No fuss and bother today. Straight to the good stuff.
If you have any suggestions for interesting news items or bits of research to include in this newsletter, you can email me.
James

Karma comes for Clarkson
Many of my UK readers have probably been following the saga of Clarkson’s Farm. For those of you unaware of it, loud mouth and petrol head Jeremy Clarkson is running a farm called Diddly Squat in the Oxfordshire countryside. The TV show associated with is a hit (and to be fair, tells a far more accurate picture of rural life than Countryfile ever has), while the farm shop has also been a hit. And that’s the problem,
The planning and transport issues are a perfect window into the life of transport planners in the UK. The farm shop was built without permission, and the car park expansion plans are now going to a planning appeal. There have been angry local planning meetings, traffic chaos at weekends, and even death threats against a Councillor. And apparently, ‘Jezza’ hates it all. One could say that karma is paying a visit to Chipping Norton.

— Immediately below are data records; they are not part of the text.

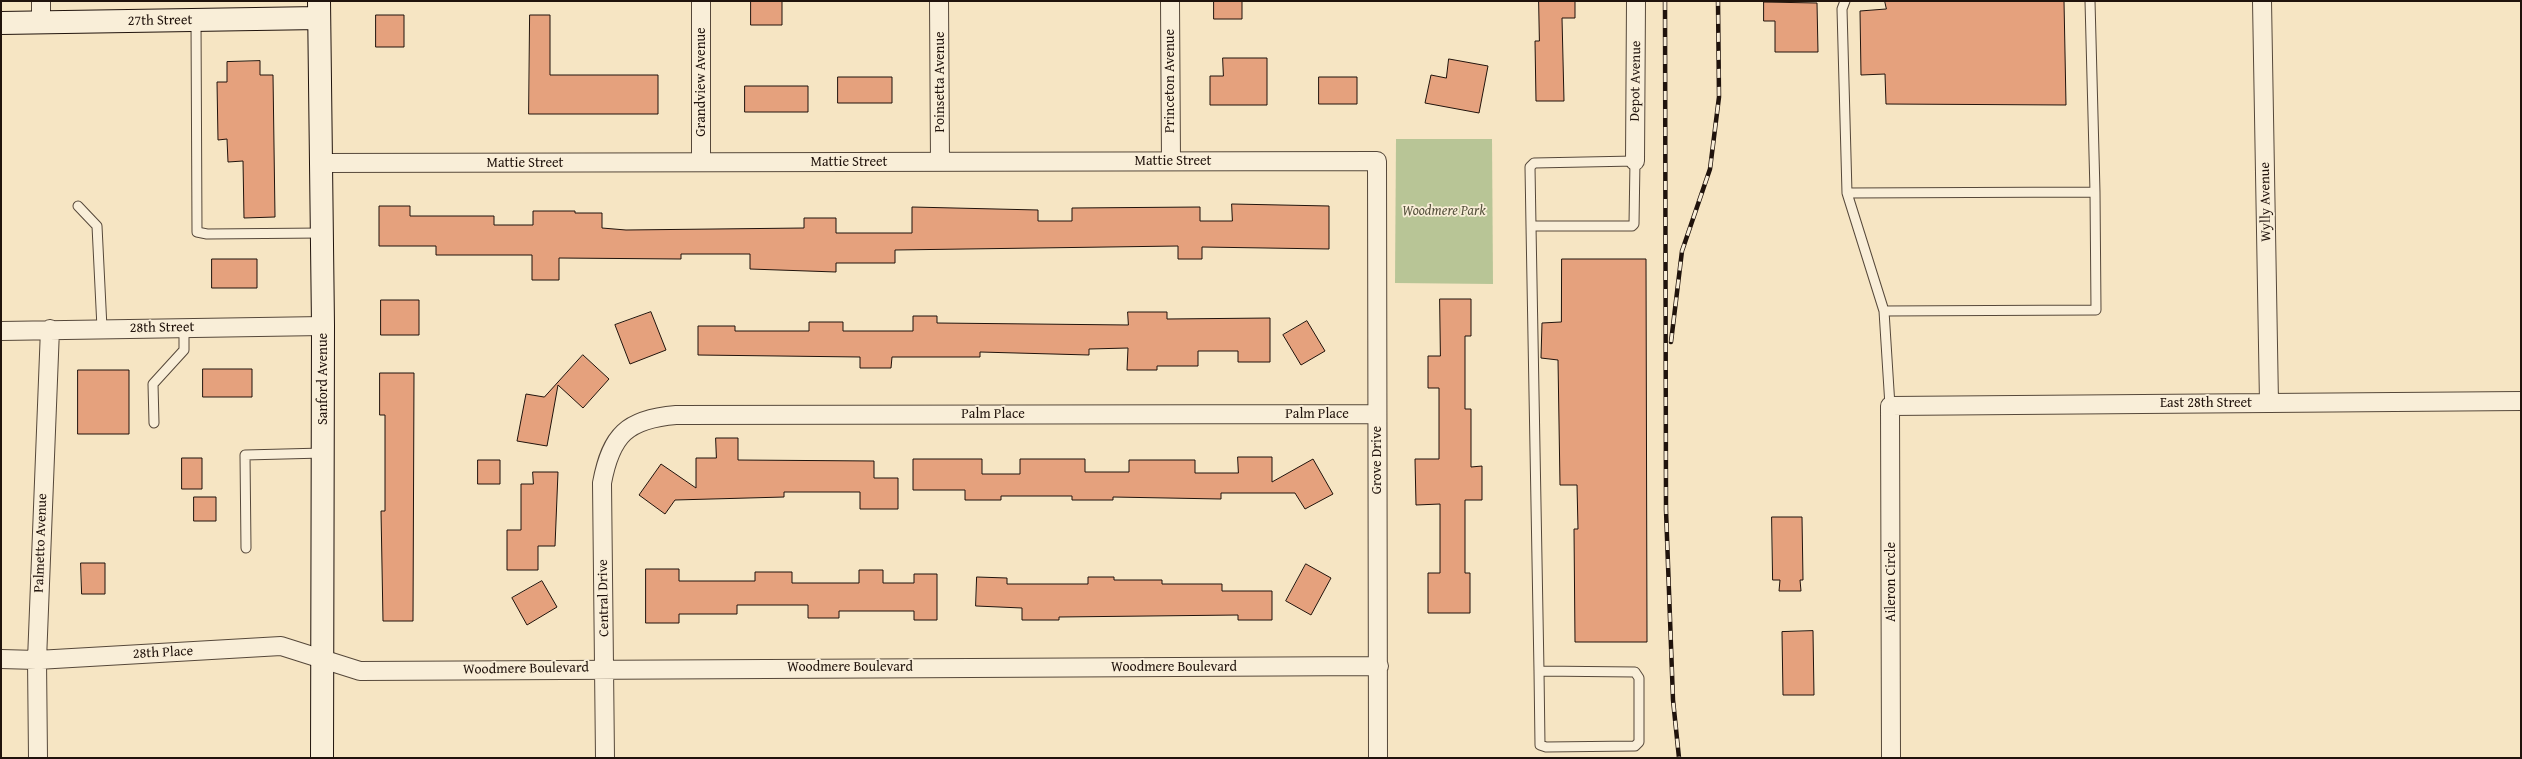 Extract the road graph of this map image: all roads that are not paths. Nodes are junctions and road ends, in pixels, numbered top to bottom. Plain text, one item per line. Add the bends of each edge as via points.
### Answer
1 (40, 1) edge
2 (701, 1) edge
3 (939, 1) edge
4 (1170, 1) edge
5 (1636, 1) edge
6 (1845, 1) edge
7 (2090, 1) edge
8 (2262, 1) edge
9 (319, 10) edge
10 (196, 20) junction
11 (1, 23) edge
12 (41, 23) junction
13 (1171, 161) junction
14 (1377, 161) joint
15 (1635, 161) junction
16 (701, 162) junction
17 (940, 162) junction
18 (322, 163) junction
19 (2095, 192) junction
20 (1847, 193) junction
21 (78, 206) dead end
22 (1531, 226) junction
23 (322, 233) junction
24 (1884, 311) junction
25 (323, 326) junction
26 (184, 327) junction
27 (102, 328) junction
28 (50, 329) junction
29 (1, 330) edge
30 (2521, 401) edge
31 (2269, 403) junction
32 (1890, 406) junction
33 (1377, 414) junction
34 (154, 423) dead end
35 (616, 440) joint
36 (323, 453) junction
37 (246, 548) dead end
38 (323, 658) junction
39 (1, 660) edge
40 (37, 660) junction
41 (1379, 666) junction
42 (606, 668) junction
43 (1539, 671) junction
44 (38, 758) edge
45 (322, 758) edge
46 (605, 758) edge
47 (1378, 758) edge
48 (1891, 758) edge

1 - 12 street
2 - 16 street, Grandview Avenue
3 - 17 street, Poinsetta Avenue
4 - 13 street, Princeton Avenue
5 - 15 street, Depot Avenue
6 - 20 lane via 1842,9
7 - 19 lane
8 - 31 street, Wylly Avenue
9 - 10 main road, 27th Street
9 - 18 main road, Sanford Avenue
10 - 12 main road, 27th Street
10 - 23 lane via 197,232
11 - 12 main road, 27th Street
13 - 14 street, Mattie Street
13 - 17 street, Mattie Street
14 - 33 street, Grove Drive
15 - 22 lane via 1534,163 1530,167
15 - 22 lane via 1632,226
16 - 17 street, Mattie Street
16 - 18 street, Mattie Street
18 - 23 main road, Sanford Avenue
19 - 20 lane
19 - 24 lane via 2096,310
20 - 24 lane
21 - 27 lane via 97,226
22 - 43 lane
23 - 25 main road, Sanford Avenue
24 - 32 lane
25 - 26 street, 28th Street
25 - 36 main road, Sanford Avenue
26 - 27 street, 28th Street
26 - 34 lane via 184,350 153,384
27 - 28 street, 28th Street
28 - 29 street, 28th Street
28 - 40 street, Palmetto Avenue
30 - 31 street, East 28th Street
31 - 32 street, East 28th Street
32 - 48 street, Aileron Circle
33 - 35 street, Palm Place via 676,415 654,417 632,426
33 - 41 street, Grove Drive
35 - 42 street, Central Drive via 607,459 602,483
36 - 37 lane via 245,455
36 - 38 main road, Sanford Avenue
38 - 40 street, 28th Place via 281,646
38 - 42 street, Woodmere Boulevard via 360,671
38 - 45 main road, Sanford Avenue
39 - 40 street, 28th Place
40 - 44 street, Palmetto Avenue
41 - 42 street, Woodmere Boulevard
41 - 47 street, Grove Drive
42 - 46 street, Central Drive
43 - 43 lane via 1540,745 1635,746 1639,742 1639,678 1635,672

Is there a link between parking standards and car ownership?
Now that is a chicken and egg question if I have ever seen it. Followers of Donald Shoup will no doubt have some strong opinions on this. When I first started in my career, and saw that Planning Policy Guidance Note 13 recommended maximum parking standards as a way of reducing car ownership, I was never convinced of the link. So this study of the link between minimum parking standards and car ownership in Sweden peeked my interest.
The study indicates that there is a positive relationship between higher parking standards and higher car ownership. Or, in English, where there are more cars there’s more parking. But that does not mean there is a cause-and-effect relationship here. What drives car ownership decisions is far more psychological and cultural in nature. And thus more complicated. So beware a simple solution to a complex problem, always.

Random things
These links are meant to make you think about the things that affect our world in transport, and not just think about transport itself. I hope that you enjoy them. Thank you to the always-excellent Naked Capitalism for these links.
From Frankfurt to Fox: The Strange Career of Critical Theory (Hedgehog Review)
You Are Not a Parrot (New York Magazine)
These Interactive Tools Reveal Your Home’s Future Flood, Heat, and Wind Risk (Life Hacker) – Note: This is US-centric
The Austerity Train Wreck (Defend Democracy)
Something interesting
Lots of American cities are pulling down their highways. And this is a short documentary on some of them.
If you do nothing else today, then do this
The City of The Hague in the Netherlands has done some excellent work in developing future transport visions using Appreciative Inquiry. You should read the research paper that summarises it all.